The growing body of literature on web search engine evaluation is purely descriptive in nature and has little consistency. Scoville (1996) surveyed a wide range of web search engines for examining the relevance of documents retrievable through them. The first ten hits evaluated for precision have shown Excite, Infoseek and Lycos superior. Leighton (1996) evaluated the precision of Infoseek, Lycos, WebCrawler and WWWWorm using eight reference questions and rated Lycos and Infoseek higher.Ding and Marchionini (1996) investigated Infoseek, Lycos and Open Text for precision, duplication and degree of overlap using five complex queries. The first twenty hits assessed for precision show that the best results are obtained from Lycos and Open Text. Leighton and Srivastava (1997) searched fifteen queries on AltaVista, Excite, HotBot, Infoseek and Lycos taking the first twenty hits for evaluation of precision. Chu and Rosenthal (1996) have investigated AltaVista, Excite and Lycos for their search capabilities and precision. The authors have used ten search queries of varying complexity by evaluating the first ten results for relevance assessment and revealed that AltaVista outperformed Excite and Lycos both in search facilities and retrieval performance. Clarke and Willett (1997) searched thirty queries of varying nature on AltaVista, Excite and Lycos and obtained best results in terms of precision, recall and coverage from AltaVista. Bar-Ilan (1998) investigated six search engines using a single query "Erdos". All 6,681 retrieved documents examined for precision, overlap and an estimated recall report that no search engine has high recall.

Objectives

The following objectives are laid down for the study:

Identification of search engines for retrieval of scholarly information in the field of Biotechnology.
Assessment of recall and precision of the select search engines.
Understanding the effect of nature and types of queries on precision and recall of the select search engines.

Method

The process was carried out in three stages. In the first stage, related material available in print and electronic format was collected for the study. In the second stage, search engines were selected and search terms drawn subsequently. In the third stage, the search engines were accessed for the select terms from 25th March to 25th April, 2004. However AltaVista and HotBot were revisited during June 2005 in view of changes in their algorithmic policy. Finally, the data was analyzed for results.

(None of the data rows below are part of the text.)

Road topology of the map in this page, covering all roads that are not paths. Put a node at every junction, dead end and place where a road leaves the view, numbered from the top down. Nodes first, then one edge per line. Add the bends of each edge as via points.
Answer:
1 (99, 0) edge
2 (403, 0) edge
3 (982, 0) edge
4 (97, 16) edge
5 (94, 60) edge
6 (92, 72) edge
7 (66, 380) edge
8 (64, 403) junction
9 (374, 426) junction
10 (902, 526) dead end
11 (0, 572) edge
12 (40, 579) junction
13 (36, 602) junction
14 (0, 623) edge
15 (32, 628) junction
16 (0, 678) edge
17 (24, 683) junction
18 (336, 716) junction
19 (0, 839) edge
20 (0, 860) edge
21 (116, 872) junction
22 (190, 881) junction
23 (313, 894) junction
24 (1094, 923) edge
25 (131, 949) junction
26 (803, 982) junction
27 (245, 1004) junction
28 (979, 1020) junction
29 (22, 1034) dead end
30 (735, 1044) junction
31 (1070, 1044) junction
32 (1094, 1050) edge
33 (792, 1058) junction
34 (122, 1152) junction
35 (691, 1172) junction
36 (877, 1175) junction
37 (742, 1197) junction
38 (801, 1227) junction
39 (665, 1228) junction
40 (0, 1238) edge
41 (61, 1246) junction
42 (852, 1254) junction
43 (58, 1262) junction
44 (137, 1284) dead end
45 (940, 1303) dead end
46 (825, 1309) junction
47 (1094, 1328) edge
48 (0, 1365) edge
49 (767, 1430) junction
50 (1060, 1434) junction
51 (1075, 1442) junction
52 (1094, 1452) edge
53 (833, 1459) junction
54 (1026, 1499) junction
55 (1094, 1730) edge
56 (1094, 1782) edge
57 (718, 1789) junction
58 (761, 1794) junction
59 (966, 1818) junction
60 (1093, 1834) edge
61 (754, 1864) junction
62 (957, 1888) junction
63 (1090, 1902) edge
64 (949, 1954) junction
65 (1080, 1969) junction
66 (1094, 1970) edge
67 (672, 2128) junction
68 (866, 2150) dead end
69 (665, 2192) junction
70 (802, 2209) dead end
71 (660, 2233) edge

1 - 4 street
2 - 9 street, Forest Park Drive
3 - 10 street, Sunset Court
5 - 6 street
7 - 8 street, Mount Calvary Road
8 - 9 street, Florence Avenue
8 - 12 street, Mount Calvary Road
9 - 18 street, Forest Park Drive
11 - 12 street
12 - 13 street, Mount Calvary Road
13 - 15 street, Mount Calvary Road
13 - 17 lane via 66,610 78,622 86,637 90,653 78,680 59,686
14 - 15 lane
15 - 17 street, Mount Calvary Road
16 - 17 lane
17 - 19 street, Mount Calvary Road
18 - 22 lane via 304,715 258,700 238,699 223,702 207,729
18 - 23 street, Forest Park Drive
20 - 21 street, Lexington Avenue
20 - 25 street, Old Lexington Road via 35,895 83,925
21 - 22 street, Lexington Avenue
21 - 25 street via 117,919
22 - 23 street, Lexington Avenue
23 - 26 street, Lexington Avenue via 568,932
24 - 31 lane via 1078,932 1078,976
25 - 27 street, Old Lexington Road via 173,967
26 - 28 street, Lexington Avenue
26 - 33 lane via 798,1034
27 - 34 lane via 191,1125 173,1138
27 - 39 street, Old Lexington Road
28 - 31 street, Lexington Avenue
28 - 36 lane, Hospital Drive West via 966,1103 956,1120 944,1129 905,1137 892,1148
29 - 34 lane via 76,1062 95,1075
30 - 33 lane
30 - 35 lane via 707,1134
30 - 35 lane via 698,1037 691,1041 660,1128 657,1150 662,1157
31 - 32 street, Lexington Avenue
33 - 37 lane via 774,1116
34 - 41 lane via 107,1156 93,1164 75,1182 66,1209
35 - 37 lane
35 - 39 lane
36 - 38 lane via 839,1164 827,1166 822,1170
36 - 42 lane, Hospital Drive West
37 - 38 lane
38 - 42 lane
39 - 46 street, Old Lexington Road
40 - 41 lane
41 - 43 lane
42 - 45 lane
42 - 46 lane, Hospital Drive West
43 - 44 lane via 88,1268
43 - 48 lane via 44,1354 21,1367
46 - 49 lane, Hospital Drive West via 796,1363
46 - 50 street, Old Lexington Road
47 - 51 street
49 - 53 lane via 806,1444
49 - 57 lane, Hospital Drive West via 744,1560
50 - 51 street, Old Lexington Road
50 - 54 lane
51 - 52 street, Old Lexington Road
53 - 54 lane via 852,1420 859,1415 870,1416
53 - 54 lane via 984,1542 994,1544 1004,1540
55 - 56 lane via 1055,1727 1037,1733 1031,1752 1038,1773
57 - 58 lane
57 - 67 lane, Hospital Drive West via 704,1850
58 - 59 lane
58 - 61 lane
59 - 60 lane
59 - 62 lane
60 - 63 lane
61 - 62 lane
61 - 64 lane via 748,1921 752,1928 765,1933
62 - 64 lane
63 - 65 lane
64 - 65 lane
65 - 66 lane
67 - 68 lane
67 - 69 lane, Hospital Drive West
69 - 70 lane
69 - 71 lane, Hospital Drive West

I. Search Engines for the Study

The search engines investigated are:

AltaVista (General)
Google (General)
HotBot (General)
Scirus (Science & Technology)
Bioweb (Biotechnology)

II. Sample Search Queries

Twenty search terms were drawn out of a sample of 140 terms compiled with the help of "LC List of Subject Headings" (LCSH, 2003). These were classified under three groups: single, compound and complex terms (Appendix 1) for investigating how search engines control and handle single and phrased terms. Single terms were submitted in natural form, compound terms as suggested by respective search engines and complex terms with suitable Boolean Operators 'AND' and 'OR' between the terms to perform special searches. Five separate queries were constructed for each term in accordance with the syntax of the select search engine.

III. Test Environment

The select search engines offer two modes of searching i.e. simple and advanced mode. The study has chosen the advanced mode of search throughout the study to make use of available features for refining and producing precise number of results. In case of AltaVista and Google "match all of the words" was chosen for single and complex terms and "exact phrase" for compound queries. HotBot and Scirus offer these options through pull down menus. Each search was carried out by choosing title field (i.e. all of the words in title) and limiting age of documents published from 2002 to 2004. All the search engines (except Scirus and Bioweb) were controlled to retrieve the results in English language. Bioweb on the other hand offered relatively different limiting options among which "relevance then date" and hidden Boolean 'OR' were preferred during search.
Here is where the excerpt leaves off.